Assigned task: When a line of the material has the word "Myburgh" in it, copy that line.

Records shown:
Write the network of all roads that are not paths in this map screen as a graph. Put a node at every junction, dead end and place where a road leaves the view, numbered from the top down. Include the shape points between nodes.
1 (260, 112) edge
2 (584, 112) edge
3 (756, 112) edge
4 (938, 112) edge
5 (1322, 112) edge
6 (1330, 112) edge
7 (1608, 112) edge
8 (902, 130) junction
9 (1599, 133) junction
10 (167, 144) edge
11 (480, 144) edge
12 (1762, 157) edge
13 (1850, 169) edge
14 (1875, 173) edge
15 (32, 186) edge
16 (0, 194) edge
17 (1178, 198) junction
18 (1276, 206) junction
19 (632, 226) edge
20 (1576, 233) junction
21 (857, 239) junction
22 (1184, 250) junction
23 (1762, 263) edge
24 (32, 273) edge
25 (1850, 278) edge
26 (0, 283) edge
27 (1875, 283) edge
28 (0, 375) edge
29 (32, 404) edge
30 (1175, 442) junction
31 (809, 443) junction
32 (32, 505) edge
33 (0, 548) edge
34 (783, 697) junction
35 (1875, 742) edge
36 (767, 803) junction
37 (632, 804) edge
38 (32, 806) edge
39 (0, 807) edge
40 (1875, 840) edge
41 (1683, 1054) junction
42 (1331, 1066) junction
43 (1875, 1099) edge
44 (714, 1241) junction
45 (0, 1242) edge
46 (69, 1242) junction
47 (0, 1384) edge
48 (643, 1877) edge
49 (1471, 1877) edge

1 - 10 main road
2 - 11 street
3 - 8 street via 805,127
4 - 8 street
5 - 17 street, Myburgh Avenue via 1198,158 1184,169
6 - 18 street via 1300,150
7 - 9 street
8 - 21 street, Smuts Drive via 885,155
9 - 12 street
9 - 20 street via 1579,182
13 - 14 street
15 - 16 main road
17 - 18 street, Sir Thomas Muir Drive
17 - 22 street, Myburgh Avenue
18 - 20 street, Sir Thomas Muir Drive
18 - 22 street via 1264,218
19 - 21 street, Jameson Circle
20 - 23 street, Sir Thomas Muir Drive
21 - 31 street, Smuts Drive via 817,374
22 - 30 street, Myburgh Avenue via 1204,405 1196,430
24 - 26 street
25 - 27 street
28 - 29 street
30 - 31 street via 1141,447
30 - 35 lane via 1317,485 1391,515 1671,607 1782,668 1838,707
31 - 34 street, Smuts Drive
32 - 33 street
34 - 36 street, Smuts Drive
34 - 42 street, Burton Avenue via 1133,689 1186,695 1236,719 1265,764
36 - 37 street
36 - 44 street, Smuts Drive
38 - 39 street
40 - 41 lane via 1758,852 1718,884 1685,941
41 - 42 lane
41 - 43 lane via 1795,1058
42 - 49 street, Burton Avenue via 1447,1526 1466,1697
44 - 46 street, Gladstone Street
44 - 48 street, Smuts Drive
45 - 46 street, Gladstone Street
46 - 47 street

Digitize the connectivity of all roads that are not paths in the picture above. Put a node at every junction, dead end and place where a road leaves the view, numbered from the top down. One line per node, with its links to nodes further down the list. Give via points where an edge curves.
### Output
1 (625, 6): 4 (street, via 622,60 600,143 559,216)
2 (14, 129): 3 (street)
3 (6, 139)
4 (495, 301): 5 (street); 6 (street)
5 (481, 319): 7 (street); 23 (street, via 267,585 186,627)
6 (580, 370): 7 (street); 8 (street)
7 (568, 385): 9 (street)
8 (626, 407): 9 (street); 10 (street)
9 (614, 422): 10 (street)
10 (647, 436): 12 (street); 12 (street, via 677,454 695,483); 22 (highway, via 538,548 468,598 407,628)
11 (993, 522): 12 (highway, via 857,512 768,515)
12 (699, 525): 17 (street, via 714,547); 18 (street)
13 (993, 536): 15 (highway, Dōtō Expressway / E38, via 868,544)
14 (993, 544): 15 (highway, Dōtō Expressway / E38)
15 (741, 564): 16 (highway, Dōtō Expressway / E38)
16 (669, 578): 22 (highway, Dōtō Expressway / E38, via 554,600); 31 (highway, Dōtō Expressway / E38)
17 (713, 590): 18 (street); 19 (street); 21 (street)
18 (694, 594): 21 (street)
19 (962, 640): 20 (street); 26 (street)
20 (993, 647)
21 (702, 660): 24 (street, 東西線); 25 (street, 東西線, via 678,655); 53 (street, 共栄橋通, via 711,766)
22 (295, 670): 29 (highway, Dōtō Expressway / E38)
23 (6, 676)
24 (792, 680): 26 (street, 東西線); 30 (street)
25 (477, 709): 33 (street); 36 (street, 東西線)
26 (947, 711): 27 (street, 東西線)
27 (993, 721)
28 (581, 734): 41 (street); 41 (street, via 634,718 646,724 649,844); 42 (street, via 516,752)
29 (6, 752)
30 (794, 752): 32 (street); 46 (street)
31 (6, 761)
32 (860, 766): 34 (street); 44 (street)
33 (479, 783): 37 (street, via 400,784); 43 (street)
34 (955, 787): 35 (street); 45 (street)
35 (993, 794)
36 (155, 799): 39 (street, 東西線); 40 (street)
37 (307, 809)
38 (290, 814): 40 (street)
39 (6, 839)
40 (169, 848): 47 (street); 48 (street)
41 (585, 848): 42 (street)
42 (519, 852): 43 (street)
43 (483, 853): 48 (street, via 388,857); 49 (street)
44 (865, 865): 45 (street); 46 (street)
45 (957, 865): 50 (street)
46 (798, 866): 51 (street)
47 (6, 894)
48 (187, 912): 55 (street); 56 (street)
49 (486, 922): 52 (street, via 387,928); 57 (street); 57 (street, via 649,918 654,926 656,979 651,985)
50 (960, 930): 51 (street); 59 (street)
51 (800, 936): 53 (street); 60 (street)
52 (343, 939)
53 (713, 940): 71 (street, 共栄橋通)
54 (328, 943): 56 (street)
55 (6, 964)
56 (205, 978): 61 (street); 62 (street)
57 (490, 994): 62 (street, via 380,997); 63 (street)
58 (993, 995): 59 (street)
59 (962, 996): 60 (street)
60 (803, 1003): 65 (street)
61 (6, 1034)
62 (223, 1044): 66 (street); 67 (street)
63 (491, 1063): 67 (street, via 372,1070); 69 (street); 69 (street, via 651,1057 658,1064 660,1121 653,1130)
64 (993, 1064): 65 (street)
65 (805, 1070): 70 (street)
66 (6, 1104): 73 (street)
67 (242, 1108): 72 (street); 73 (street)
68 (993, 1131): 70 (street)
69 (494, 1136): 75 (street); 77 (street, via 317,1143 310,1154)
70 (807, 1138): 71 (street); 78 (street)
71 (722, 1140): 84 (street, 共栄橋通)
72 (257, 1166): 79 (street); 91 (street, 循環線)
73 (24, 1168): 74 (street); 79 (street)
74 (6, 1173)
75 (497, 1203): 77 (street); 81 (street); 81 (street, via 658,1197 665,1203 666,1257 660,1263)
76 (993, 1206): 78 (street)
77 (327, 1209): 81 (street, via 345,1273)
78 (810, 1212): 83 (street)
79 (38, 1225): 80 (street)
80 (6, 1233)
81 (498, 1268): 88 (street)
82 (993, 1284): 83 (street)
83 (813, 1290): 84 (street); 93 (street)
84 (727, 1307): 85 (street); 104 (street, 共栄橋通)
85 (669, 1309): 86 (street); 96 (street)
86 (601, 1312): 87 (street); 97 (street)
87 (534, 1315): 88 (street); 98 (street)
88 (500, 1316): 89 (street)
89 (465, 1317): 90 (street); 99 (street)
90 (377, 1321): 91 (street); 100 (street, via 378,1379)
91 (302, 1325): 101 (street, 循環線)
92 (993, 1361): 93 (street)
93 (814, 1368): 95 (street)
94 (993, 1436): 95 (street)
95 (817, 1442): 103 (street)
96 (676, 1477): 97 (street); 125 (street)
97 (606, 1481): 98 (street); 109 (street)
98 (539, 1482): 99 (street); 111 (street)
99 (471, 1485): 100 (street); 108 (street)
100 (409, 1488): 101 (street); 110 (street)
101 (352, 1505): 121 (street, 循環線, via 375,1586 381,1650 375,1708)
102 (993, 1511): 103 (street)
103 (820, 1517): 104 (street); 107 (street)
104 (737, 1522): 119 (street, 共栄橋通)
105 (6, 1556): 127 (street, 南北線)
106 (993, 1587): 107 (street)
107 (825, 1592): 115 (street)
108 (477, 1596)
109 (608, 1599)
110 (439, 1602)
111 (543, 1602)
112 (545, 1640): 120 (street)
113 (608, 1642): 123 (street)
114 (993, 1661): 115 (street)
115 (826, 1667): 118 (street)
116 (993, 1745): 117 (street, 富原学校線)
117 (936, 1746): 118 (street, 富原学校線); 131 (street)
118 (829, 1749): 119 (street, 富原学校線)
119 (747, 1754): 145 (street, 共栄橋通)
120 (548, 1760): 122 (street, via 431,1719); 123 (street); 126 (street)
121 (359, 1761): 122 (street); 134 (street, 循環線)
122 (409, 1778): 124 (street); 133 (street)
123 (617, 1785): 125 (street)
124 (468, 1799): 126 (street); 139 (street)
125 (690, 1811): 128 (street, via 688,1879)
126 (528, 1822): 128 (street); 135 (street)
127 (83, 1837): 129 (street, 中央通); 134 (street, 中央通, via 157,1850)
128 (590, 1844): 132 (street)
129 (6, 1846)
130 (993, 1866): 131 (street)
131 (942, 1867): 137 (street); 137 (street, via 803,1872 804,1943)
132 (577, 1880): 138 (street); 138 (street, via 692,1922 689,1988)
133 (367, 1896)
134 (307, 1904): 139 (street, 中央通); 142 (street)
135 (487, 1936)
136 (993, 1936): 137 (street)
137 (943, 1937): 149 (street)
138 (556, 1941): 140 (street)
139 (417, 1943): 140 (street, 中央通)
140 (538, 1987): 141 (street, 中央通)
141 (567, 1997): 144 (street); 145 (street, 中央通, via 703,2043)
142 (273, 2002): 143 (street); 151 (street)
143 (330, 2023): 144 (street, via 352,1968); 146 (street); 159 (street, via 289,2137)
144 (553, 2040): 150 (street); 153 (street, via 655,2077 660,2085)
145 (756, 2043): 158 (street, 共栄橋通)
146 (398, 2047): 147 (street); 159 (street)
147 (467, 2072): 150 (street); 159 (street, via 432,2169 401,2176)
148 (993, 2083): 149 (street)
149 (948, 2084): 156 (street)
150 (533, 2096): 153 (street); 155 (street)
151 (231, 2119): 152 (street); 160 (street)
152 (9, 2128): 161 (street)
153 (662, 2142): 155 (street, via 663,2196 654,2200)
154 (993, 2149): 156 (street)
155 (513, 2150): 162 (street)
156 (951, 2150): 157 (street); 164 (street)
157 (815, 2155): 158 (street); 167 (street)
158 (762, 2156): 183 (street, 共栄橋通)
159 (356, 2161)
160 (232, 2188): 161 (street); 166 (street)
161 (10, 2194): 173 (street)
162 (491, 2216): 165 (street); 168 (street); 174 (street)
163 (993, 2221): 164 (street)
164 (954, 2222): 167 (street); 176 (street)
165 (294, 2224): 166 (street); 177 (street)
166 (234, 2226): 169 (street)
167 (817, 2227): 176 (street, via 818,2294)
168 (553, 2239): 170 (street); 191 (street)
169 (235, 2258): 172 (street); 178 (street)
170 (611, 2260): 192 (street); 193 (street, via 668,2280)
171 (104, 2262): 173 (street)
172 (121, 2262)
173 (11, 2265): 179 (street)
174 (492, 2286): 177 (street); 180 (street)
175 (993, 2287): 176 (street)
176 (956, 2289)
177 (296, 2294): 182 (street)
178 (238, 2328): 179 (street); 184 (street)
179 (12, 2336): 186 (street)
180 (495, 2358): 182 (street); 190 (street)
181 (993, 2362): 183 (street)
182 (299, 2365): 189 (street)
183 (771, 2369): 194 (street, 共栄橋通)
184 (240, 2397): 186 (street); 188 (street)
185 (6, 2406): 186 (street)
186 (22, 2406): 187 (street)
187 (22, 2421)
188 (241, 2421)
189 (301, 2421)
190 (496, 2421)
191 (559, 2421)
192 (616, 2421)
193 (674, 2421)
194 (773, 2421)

Completed task:
5 - 17 street, Myburgh Avenue via 1198,158 1184,169
17 - 22 street, Myburgh Avenue
22 - 30 street, Myburgh Avenue via 1204,405 1196,430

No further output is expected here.